TASK REQUIREMENTS
Reproduce every record below, character by character.

** Opening EXERCISE INPUTS block **

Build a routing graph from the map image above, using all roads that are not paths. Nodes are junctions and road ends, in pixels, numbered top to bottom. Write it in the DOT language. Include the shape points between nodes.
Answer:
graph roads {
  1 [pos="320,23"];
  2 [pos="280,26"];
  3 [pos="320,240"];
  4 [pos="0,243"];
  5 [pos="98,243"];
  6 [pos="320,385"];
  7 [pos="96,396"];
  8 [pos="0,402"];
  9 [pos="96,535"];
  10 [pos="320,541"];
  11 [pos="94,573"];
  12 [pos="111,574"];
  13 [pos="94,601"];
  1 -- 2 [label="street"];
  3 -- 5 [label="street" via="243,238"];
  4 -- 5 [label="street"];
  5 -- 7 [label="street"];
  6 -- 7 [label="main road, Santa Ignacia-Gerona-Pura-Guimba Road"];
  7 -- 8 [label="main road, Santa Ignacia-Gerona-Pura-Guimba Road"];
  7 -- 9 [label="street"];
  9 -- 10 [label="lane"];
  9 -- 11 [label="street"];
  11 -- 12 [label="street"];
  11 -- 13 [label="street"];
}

** Closing EXERCISE INPUTS block **

FINISHED TASK
Build a routing graph from the map image above, using all roads that are not paths. Nodes are junctions and road ends, in pixels, numbered top to bottom. Write it in the DOT language. Include the shape points between nodes.
Answer:
graph roads {
  1 [pos="320,23"];
  2 [pos="280,26"];
  3 [pos="320,240"];
  4 [pos="0,243"];
  5 [pos="98,243"];
  6 [pos="320,385"];
  7 [pos="96,396"];
  8 [pos="0,402"];
  9 [pos="96,535"];
  10 [pos="320,541"];
  11 [pos="94,573"];
  12 [pos="111,574"];
  13 [pos="94,601"];
  1 -- 2 [label="street"];
  3 -- 5 [label="street" via="243,238"];
  4 -- 5 [label="street"];
  5 -- 7 [label="street"];
  6 -- 7 [label="main road, Santa Ignacia-Gerona-Pura-Guimba Road"];
  7 -- 8 [label="main road, Santa Ignacia-Gerona-Pura-Guimba Road"];
  7 -- 9 [label="street"];
  9 -- 10 [label="lane"];
  9 -- 11 [label="street"];
  11 -- 12 [label="street"];
  11 -- 13 [label="street"];
}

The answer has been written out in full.